**WHAT YOU WILL DO**
Within the material below, find each line bearing the word "headline" and present it.
BEGIN ENTRIES PROVIDED
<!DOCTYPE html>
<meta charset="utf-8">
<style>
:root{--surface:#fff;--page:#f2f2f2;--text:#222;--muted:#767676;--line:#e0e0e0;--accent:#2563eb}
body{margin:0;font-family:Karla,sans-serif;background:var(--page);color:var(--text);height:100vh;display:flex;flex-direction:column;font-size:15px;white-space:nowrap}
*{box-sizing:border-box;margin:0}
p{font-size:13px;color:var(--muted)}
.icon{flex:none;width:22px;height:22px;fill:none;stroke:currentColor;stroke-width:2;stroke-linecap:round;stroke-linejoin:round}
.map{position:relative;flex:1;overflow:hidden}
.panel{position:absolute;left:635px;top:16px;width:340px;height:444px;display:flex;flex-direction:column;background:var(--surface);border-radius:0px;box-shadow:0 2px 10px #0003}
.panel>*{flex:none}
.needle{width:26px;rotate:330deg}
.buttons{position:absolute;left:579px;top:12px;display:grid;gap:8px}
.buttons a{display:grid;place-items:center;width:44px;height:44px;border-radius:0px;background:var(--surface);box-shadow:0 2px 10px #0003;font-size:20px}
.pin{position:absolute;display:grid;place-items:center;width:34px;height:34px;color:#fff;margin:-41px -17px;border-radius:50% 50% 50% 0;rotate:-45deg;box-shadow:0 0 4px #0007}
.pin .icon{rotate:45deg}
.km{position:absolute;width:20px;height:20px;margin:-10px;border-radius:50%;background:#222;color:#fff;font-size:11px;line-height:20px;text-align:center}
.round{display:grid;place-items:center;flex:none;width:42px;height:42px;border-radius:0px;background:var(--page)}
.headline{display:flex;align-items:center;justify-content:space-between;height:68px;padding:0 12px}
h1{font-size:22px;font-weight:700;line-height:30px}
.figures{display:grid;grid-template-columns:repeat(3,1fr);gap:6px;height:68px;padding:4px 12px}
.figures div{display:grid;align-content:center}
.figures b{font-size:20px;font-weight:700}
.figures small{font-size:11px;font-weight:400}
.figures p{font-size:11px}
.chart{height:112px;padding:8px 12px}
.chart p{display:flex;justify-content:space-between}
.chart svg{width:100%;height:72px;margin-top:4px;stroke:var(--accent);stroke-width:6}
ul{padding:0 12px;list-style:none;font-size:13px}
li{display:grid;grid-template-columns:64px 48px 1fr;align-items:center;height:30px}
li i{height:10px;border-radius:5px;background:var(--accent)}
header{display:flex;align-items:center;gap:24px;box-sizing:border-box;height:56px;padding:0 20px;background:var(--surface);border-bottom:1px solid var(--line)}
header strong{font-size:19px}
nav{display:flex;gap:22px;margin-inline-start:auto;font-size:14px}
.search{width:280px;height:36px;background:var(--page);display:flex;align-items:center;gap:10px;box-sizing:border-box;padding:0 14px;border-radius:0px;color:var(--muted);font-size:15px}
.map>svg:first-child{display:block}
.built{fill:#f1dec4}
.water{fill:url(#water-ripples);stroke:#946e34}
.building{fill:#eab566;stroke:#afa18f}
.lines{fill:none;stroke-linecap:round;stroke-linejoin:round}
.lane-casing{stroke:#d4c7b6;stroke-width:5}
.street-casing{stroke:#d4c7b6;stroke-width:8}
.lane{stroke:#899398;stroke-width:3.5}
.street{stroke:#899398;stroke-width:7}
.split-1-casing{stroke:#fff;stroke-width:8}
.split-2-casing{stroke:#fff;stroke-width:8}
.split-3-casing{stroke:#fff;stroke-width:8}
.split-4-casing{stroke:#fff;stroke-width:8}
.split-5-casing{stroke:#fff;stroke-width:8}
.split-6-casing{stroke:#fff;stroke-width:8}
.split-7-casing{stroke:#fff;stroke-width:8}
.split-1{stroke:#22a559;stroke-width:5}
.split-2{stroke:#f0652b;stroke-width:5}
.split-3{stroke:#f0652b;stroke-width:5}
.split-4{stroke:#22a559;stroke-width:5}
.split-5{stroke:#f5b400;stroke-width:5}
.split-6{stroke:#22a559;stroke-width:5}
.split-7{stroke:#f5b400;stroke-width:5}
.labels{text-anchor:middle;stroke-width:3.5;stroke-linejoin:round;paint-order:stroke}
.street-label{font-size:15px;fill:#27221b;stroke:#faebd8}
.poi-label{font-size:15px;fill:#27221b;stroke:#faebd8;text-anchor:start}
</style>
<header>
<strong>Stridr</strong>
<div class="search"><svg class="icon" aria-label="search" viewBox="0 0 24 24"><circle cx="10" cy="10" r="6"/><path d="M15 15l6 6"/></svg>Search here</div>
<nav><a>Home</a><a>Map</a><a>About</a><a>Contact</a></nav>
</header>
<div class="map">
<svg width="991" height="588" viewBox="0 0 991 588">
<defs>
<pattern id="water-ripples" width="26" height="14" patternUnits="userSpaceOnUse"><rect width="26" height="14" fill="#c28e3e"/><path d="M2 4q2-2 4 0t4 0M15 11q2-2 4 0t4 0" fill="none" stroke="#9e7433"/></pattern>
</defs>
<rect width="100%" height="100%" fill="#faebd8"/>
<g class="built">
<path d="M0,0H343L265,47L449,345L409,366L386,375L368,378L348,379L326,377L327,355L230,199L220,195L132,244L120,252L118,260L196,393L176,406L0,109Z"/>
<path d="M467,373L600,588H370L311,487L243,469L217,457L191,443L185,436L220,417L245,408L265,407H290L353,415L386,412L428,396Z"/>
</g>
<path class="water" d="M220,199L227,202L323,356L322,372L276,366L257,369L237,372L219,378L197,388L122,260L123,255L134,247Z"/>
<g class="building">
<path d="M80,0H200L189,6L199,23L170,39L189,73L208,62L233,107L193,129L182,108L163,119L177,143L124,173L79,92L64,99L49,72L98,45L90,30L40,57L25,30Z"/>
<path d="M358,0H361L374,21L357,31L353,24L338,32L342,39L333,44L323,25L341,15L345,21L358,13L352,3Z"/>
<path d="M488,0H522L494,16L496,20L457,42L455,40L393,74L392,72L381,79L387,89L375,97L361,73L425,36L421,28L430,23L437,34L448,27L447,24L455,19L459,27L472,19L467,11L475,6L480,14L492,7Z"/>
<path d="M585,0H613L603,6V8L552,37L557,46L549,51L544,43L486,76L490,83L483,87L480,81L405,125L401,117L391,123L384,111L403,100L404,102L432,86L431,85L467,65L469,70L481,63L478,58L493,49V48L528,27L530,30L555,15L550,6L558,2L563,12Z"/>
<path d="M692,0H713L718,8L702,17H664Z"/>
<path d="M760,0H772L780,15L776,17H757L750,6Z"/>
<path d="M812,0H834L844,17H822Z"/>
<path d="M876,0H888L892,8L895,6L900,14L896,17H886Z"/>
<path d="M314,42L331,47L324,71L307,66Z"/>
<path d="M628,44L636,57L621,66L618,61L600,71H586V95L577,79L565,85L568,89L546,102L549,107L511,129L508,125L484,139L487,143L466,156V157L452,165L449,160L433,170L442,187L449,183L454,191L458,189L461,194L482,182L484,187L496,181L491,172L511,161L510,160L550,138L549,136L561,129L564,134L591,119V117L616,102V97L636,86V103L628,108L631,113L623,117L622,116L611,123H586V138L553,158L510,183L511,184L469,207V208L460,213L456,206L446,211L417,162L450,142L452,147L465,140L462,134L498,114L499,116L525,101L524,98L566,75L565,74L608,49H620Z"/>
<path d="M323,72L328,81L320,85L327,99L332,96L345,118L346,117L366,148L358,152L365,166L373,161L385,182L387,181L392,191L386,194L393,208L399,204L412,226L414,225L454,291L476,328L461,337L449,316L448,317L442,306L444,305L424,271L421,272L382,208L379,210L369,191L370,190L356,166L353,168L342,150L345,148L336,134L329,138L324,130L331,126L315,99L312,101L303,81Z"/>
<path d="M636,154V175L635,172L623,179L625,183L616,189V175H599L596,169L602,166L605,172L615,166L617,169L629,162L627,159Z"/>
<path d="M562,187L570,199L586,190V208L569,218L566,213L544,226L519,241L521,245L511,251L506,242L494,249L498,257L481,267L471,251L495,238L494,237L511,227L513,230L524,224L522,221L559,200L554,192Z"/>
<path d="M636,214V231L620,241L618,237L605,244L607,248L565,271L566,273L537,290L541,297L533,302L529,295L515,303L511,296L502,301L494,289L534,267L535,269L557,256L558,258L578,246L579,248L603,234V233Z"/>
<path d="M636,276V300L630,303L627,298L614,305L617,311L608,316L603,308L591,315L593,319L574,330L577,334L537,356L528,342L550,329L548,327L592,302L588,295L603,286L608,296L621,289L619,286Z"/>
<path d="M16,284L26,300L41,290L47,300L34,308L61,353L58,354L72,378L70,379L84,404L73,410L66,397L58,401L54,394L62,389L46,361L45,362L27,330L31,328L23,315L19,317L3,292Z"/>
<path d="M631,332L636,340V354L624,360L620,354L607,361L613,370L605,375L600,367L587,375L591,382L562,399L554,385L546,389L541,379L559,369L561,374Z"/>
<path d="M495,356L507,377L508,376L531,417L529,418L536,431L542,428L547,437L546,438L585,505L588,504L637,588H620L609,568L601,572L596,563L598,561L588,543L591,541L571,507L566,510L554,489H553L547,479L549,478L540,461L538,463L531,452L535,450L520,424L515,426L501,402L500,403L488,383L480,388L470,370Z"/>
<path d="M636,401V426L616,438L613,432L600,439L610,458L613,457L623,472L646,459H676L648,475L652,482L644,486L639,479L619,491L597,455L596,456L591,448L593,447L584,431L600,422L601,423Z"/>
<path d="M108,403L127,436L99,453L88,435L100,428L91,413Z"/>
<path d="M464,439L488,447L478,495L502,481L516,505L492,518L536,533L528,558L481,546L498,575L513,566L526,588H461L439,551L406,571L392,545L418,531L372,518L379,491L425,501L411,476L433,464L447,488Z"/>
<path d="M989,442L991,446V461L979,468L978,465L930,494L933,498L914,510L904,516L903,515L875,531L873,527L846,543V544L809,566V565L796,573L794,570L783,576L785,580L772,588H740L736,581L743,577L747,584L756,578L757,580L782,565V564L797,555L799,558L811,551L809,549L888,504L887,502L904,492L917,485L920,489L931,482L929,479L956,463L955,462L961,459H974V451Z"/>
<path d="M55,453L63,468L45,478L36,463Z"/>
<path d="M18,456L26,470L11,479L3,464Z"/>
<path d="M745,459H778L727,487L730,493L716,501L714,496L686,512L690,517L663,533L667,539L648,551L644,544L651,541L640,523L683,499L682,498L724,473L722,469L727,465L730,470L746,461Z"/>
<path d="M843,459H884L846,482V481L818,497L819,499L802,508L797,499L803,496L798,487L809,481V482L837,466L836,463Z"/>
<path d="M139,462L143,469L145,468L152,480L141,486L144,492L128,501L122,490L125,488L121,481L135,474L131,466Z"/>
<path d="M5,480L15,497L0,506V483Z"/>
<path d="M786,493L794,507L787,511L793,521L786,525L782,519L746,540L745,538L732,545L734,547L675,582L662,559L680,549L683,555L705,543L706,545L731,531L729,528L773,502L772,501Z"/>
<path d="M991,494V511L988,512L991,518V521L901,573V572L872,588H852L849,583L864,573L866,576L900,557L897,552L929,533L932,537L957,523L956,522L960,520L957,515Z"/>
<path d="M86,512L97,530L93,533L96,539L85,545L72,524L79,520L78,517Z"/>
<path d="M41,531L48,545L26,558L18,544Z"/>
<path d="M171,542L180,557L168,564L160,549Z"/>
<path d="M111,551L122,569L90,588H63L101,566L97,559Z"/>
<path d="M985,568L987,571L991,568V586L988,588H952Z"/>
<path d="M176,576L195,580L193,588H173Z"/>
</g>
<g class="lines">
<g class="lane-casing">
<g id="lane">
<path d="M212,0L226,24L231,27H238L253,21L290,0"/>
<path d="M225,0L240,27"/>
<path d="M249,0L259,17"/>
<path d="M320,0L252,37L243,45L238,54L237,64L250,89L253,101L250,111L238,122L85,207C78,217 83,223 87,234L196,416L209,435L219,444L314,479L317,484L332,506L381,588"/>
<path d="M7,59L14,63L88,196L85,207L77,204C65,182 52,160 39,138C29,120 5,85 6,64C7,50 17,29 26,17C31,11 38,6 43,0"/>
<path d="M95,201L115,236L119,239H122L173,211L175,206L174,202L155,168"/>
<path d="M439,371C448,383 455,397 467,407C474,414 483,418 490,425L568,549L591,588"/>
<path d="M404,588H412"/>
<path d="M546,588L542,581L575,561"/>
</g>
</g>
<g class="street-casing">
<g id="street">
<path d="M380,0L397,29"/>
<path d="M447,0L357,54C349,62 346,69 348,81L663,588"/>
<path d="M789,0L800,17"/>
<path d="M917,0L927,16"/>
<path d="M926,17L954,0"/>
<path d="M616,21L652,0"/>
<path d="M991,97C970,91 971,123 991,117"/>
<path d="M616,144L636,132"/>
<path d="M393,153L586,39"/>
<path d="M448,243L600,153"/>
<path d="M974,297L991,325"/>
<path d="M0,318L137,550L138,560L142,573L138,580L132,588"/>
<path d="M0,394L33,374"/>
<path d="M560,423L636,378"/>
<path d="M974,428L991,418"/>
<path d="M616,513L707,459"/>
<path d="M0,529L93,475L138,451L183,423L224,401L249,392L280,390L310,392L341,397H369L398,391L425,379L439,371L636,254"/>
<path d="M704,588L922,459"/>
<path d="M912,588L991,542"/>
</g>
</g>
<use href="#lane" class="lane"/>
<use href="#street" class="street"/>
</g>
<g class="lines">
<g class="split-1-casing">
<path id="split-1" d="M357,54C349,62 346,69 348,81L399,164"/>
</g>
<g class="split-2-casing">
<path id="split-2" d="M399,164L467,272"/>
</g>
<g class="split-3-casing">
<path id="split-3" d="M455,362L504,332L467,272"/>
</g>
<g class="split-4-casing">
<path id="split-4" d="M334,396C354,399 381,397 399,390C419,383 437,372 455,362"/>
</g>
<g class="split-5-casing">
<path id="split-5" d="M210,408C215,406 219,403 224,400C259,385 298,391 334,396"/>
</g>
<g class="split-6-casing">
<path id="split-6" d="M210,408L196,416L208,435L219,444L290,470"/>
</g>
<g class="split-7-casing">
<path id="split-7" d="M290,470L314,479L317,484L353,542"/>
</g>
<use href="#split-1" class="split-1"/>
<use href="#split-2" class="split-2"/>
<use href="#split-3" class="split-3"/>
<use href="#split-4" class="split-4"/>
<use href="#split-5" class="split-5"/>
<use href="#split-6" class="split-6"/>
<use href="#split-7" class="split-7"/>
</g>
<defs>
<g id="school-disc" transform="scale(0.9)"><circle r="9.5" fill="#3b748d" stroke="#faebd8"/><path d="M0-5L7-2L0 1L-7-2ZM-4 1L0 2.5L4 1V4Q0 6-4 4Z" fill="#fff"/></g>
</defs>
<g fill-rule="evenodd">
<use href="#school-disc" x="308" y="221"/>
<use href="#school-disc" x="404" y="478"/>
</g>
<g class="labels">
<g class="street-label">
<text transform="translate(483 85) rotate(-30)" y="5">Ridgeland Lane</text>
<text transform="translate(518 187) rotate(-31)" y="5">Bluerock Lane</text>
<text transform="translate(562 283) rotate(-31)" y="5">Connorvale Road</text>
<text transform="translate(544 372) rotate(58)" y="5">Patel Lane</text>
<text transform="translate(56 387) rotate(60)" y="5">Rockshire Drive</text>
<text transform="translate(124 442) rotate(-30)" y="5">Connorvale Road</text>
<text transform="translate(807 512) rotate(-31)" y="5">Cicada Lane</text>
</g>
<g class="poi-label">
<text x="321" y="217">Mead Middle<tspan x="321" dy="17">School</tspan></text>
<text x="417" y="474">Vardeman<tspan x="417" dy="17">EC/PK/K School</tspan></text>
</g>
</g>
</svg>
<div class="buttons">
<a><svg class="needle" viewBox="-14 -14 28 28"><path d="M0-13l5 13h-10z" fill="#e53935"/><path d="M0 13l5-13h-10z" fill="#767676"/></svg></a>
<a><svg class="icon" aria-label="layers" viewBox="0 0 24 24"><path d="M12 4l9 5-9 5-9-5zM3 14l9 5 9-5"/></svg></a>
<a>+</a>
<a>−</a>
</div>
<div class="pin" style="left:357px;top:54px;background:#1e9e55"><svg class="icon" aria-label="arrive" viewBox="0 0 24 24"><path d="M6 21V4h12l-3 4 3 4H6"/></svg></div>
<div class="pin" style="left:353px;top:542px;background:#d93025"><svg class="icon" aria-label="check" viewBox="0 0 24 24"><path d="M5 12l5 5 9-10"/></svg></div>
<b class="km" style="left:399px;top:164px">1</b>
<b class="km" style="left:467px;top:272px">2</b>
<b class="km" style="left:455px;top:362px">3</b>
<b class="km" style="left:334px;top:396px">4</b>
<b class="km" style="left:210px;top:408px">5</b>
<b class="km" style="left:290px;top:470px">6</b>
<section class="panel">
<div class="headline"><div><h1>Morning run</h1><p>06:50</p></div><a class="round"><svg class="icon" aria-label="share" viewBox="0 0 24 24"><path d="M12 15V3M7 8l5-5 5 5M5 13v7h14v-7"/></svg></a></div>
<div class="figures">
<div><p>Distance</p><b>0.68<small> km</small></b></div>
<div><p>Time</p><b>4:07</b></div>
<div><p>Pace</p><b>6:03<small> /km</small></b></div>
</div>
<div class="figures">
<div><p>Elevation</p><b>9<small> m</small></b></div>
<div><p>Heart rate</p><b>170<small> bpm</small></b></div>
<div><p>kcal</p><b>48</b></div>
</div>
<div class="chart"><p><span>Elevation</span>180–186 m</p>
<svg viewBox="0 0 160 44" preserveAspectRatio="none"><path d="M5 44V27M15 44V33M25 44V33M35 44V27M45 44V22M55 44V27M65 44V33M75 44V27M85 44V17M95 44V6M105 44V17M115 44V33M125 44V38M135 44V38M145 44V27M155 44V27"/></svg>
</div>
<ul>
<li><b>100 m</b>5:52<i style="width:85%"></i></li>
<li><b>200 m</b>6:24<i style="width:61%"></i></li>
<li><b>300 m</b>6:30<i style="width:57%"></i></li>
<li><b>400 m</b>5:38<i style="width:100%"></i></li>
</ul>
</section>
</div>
END ENTRIES PROVIDED
**THE COMPLETED TASK**
.headline{display:flex;align-items:center;justify-content:space-between;height:68px;padding:0 12px}
<div class="headline"><div><h1>Morning run</h1><p>06:50</p></div><a class="round"><svg class="icon" aria-label="share" viewBox="0 0 24 24"><path d="M12 15V3M7 8l5-5 5 5M5 13v7h14v-7"/></svg></a></div>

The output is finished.